Published on 16/07/2012
The amount of television that toddlers watch has a dramatic effect on their waist size by the age of ten, according to a new study.
Researchers from University of Montreal analysed the waistline and activity history of 1,314 children. The two year olds monitored in the study watched an average of 8.8 hours of TV per week, rising to 14.8 hours for the four year olds.
Parents were asked about their child's TV habits. Trained examiners took waist measurements and administered the standing long jump test to measure child muscular fitness.
The team found that ten year olds who watched 18 hours a week at the age of four had waistlines 7.6mm bigger than those children who watched the average 14.8 hours.
In addition, the distance children could jump at the age of ten was reduced by a third of a centimetre for each extra hour of TV they watched per week at the age of two. Writing in the International Journal of Behavioural Nutrition and Physical Activity, researcher Dr Linda Pagani said:
‘The bottom line is that watching too much television is not good.'
‘Across the [Western] world, there have been dramatic increases in unhealthy weight for both children and adults in recent decades.
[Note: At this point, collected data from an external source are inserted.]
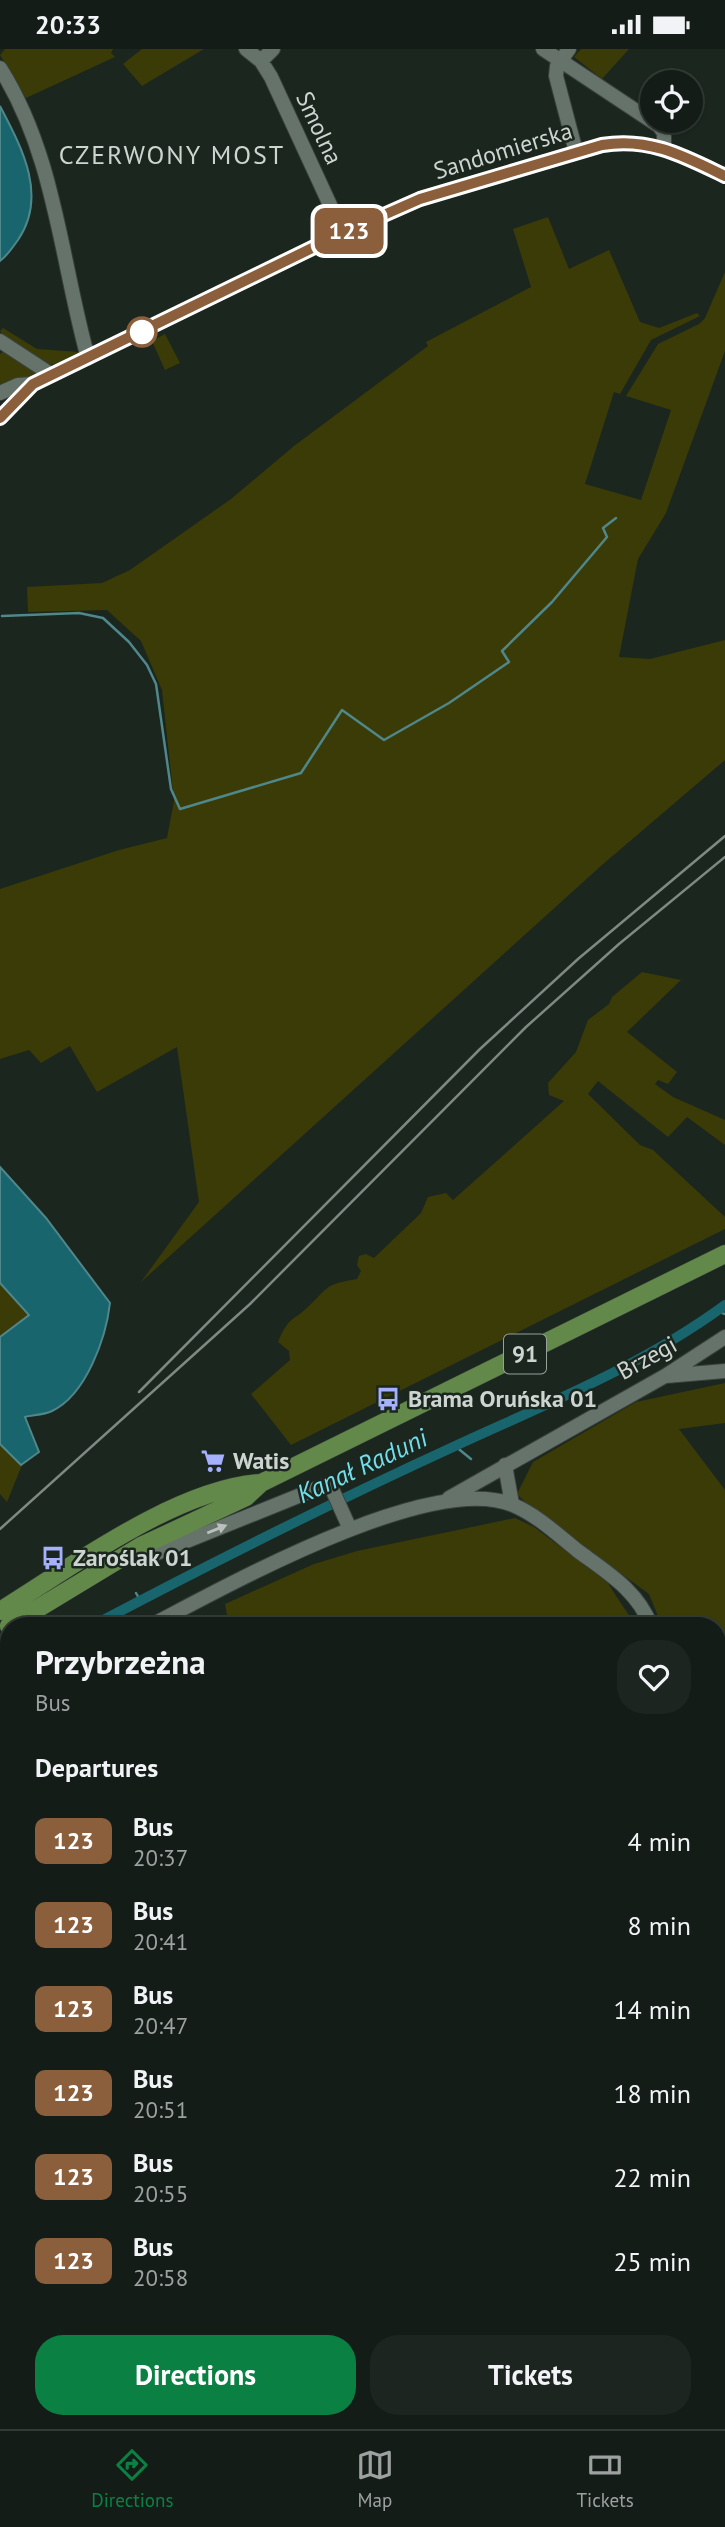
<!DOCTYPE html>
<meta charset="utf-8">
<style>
:root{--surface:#141c17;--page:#1d2520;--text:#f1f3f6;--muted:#9da1a1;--line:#333a36;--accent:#0b8043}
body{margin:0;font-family:"PT Sans",sans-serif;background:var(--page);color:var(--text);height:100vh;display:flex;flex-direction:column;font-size:26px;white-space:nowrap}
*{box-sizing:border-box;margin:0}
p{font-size:23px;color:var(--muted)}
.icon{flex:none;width:38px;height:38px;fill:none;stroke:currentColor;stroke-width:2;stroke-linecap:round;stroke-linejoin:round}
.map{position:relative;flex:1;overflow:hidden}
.drawer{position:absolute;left:0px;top:1568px;width:726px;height:812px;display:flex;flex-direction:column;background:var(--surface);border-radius:28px 28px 0 0;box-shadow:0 2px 5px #0004,0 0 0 2px var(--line)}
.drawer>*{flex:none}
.badge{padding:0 14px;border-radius:10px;font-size:24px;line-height:46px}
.tools{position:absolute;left:640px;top:21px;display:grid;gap:14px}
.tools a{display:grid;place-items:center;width:63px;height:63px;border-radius:50%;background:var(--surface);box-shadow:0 2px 5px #0004,0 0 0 2px var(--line);font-size:35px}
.map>.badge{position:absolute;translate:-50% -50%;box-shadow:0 0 0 4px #fff}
h2{padding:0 35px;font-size:26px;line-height:63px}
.round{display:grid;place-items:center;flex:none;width:74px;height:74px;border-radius:28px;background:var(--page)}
.summary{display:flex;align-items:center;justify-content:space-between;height:119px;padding:0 35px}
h1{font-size:33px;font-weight:700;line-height:52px}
.primary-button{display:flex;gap:14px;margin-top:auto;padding:14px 35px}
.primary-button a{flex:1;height:80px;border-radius:28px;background:var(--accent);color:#fff;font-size:28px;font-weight:700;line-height:80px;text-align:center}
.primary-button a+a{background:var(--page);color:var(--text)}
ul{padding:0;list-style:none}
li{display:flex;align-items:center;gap:21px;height:84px;padding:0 35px}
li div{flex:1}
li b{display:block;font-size:26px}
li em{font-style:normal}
li .badge{min-width:77px;font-weight:700;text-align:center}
.status{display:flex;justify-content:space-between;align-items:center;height:49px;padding:0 35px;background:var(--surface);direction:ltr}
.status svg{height:19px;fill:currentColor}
.dock{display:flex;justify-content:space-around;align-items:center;height:98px;border-top:2px solid var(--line);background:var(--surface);font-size:19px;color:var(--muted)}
.dock a{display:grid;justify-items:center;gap:4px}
.dock .current{color:var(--accent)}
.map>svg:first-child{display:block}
.green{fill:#3b3b07}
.water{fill:#18656d;stroke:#4f878b;stroke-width:2}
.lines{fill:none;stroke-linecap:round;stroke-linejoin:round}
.stream{stroke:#4f878b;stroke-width:2.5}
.canal{stroke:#18656d;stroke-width:10}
.minor-casing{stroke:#39423d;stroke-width:16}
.major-casing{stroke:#39423d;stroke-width:19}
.minor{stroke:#66736b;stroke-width:14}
.major{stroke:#628949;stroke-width:18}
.rail{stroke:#7f8882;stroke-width:2.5}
.oneway{fill:#b9c1bd}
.line-casing{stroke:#fff;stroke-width:16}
.line{stroke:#8b5e3c;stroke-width:10}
.stop-dot{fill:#fff;stroke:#8b5e3c;stroke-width:3.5}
.labels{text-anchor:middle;stroke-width:5;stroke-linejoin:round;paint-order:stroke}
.shield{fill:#1b261f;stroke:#98a09c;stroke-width:2}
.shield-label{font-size:23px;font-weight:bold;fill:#ced5d1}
.street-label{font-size:24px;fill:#ced5d1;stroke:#1b261f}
.poi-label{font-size:24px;font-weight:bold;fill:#ced5d1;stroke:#1b261f;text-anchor:start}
.neighbourhood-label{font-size:26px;letter-spacing:2px;fill:#ced5d1;stroke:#1b261f}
.water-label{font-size:26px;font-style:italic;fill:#71deeb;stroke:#1b261f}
</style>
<div class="status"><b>20:33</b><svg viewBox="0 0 49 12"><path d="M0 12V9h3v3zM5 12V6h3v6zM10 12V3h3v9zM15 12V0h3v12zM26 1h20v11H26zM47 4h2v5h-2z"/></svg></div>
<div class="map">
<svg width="725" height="2380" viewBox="0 0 725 2380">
<rect width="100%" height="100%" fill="#1b261f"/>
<!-- green -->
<path class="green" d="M5 0H113L111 4 115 8 26 49 0 6Z
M142 0H204L142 37 123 15Z
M581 0H629L602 30 574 8Z
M548 168 569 220 609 201 640 273 659 279 697 264 700 267 651 291 620 345 614 343 585 435 641 451 671 361 626 347 658 295 699 275 705 269 725 223V302L666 464 638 510 619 608 650 610 725 591V711L602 816 141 1233 199 1153 177 998 97 1043 70 997 41 1014 29 1001 0 1010V840L119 801 167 789 174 752 162 641 141 592 107 561 28 563 27 538 102 534 130 521 231 450 294 397 428 297 426 293 531 238 513 180Z
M3 279 37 300 79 303 59 316C39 316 12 298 0 282Z
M165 285 180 314 165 321 152 292Z
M5 301 37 325V326L0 340V305Z
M642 923 681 931 627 983 677 1023 668 1035 658 1031 655 1035 673 1048 725 1071V1096L687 1068 668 1088 598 1032 588 1045 640 1096 653 1101 725 1168V1180L291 1396 251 1345 290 1311 289 1302 278 1293C290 1265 292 1274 310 1256 329 1237 327 1235 357 1230L361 1222 357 1216 359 1207 366 1205 374 1209 421 1164 428 1148 446 1144 453 1151 564 1052 549 1046 548 1034 576 1003 588 971 609 955 612 948Z
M0 1234 29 1266 0 1288Z
M725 1334V1374L679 1380 725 1441V1667L718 1670V1577H662L649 1545 530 1458 517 1445 533 1413 636 1353Z
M0 1396 22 1416 7 1453 0 1445Z
M515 1469 534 1478 607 1533 636 1577H261L228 1571 225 1555 314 1515 357 1502Z
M718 1789 725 1815 723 2122 718 2120Z
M0 1855 9 1858V1935L0 1937Z
M9 2322V2371H260V2380H0V2338Z
M581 2371H699L725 2377V2380H582Z"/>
<!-- water -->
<path class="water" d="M0 57C22 99 48 147 18 191 12 199 8 206 0 212Z
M0 1118 46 1169 110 1254C106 1289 86 1346 52 1362 44 1366 33 1366 25 1368L39 1403 21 1416 0 1395V1288L29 1266 0 1234Z"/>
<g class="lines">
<!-- stream -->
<path class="stream" d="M2 567 79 564 103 569 129 593 147 616 156 635 171 740 180 760 301 724 342 661 384 691 449 654 509 613 502 602 552 553 607 488 603 479 616 469
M717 1262 725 1265
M455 1397 471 1410
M136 1544 140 1551"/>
<!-- canal -->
<path class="canal" d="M92 1577C211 1514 331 1454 453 1398 546 1355 642 1317 725 1256"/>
<!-- minor casing -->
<g class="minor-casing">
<path id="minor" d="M246 0 261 12 271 28 343 184
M543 0 659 77 664 84V98
M569 0 557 17 556 27 576 103
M261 12 273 0
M0 19C55 106 61 212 88 309
M0 292 52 326
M0 344 18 336 33 335
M0 369 33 335 343 184 420 150 602 96C649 88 684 107 725 127
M666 1327 725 1322
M505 1416 512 1455
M449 1449 665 1327 725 1288
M130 1504 147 1508 323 1437 332 1440 350 1480
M150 1577C227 1537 431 1422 513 1456 537 1466 558 1486 578 1502 608 1524 638 1542 651 1577
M0 1606 9 1618
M0 1673 9 1666
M718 1680 725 1676
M718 1752 725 1773
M0 1762 9 1747
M0 2118 9 2116
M536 2371V2380
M576 2371V2380
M713 2371 725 2374
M336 2374 342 2380
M266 2380V2371"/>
</g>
<!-- major casing -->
<g class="major-casing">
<path id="major" d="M0 1562C71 1518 178 1439 261 1434
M9 1577 141 1497 246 1448 261 1434 725 1205"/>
</g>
<!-- minor -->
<use href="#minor" class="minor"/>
<!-- major -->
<use href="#major" class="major"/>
<!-- rail -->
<path class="rail" d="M139 1343 480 1000 578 910 725 787
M0 1480 250 1255 526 978 619 895 725 808"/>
</g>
<!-- one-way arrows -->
<defs><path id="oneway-solid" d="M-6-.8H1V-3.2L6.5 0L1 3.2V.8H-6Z" transform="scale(1.75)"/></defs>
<use class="oneway" href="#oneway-solid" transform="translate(217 1480) rotate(-22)"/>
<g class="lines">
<!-- line casing -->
<g class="line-casing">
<path id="line" d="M0 369 33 335 343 184 420 150 602 96C649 88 684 107 725 127"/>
</g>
<!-- line -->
<use href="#line" class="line"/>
</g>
<!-- icons -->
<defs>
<g id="bus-bare" transform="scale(1.89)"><path d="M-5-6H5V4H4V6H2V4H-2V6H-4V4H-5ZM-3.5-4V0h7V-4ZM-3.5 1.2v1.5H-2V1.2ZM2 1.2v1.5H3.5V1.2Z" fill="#a5b1fc" stroke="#1b261f" stroke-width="2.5" paint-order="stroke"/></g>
<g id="supermarket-bare" transform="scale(1.89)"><path d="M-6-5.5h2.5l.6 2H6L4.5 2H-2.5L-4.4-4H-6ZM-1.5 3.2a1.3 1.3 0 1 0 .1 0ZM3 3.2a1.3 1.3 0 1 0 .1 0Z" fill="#a5b1fc" stroke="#1b261f" stroke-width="2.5" paint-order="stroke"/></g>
</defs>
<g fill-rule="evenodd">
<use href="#bus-bare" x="388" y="1350"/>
<use href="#supermarket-bare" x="213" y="1412"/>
<use href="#bus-bare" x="53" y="1509"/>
</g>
<!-- markers -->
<circle class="stop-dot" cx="142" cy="283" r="14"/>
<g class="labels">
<!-- shield labels -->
<rect class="shield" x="504" y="1285.5" width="42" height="39" rx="5"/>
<g class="shield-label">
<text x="525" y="1313">91</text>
</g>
<!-- street labels -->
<g class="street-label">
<text transform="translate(319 79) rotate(65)" y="8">Smolna</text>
<text transform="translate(503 102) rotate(-17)" y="8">Sandomierska</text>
<text transform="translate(647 1309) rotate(-29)" y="8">Brzegi</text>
</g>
<!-- poi labels -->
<g class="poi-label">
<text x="408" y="1358">Brama Oruńska 01</text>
<text x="233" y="1420">Watis</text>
<text x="73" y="1517">Zaroślak 01</text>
</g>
<!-- neighbourhood labels -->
<g class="neighbourhood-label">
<text x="172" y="115">CZERWONY MOST</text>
</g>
<!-- water labels -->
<g class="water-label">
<text transform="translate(362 1417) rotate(-25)" y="9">Kanał Raduni</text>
</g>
</g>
</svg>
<div class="tools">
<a><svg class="icon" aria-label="locate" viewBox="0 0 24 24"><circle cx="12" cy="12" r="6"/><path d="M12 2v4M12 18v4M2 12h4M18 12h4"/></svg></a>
</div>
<b class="badge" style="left:349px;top:182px;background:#8b5e3c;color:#fff">123</b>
<section class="drawer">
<div class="summary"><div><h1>Przybrzeżna</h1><p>Bus</p></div><a class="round"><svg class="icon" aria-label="heart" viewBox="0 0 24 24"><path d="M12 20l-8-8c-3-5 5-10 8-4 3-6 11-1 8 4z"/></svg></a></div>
<h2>Departures</h2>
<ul>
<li><span class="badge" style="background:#8b5e3c;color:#fff">123</span><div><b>Bus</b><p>20:37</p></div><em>4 min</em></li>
<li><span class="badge" style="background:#8b5e3c;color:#fff">123</span><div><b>Bus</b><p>20:41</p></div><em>8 min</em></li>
<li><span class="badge" style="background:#8b5e3c;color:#fff">123</span><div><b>Bus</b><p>20:47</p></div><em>14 min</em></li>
<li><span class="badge" style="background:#8b5e3c;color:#fff">123</span><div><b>Bus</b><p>20:51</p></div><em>18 min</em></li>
<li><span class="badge" style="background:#8b5e3c;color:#fff">123</span><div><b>Bus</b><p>20:55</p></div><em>22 min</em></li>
<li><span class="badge" style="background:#8b5e3c;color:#fff">123</span><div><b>Bus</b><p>20:58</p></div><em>25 min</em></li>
</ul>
<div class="primary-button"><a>Directions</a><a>Tickets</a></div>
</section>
</div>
<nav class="dock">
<a class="current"><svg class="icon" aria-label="directions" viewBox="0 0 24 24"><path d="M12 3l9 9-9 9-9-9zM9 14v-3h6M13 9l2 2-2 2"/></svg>Directions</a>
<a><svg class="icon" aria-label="map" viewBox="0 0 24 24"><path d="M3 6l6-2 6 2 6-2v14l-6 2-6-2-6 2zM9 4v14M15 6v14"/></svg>Map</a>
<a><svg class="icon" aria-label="tickets" viewBox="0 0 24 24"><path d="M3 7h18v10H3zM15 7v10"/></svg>Tickets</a>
</nav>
‘Our standard of living has also changed in favour of more easily prepared, calorie-dense foods and sedentary practices.
‘Watching more television not only displaces other forms of educational and active leisurely pursuits but also places them at risk of learning inaccurate information about proper eating.’
According to experts, children with or without health insurance should not watch more than two hours of TV a day.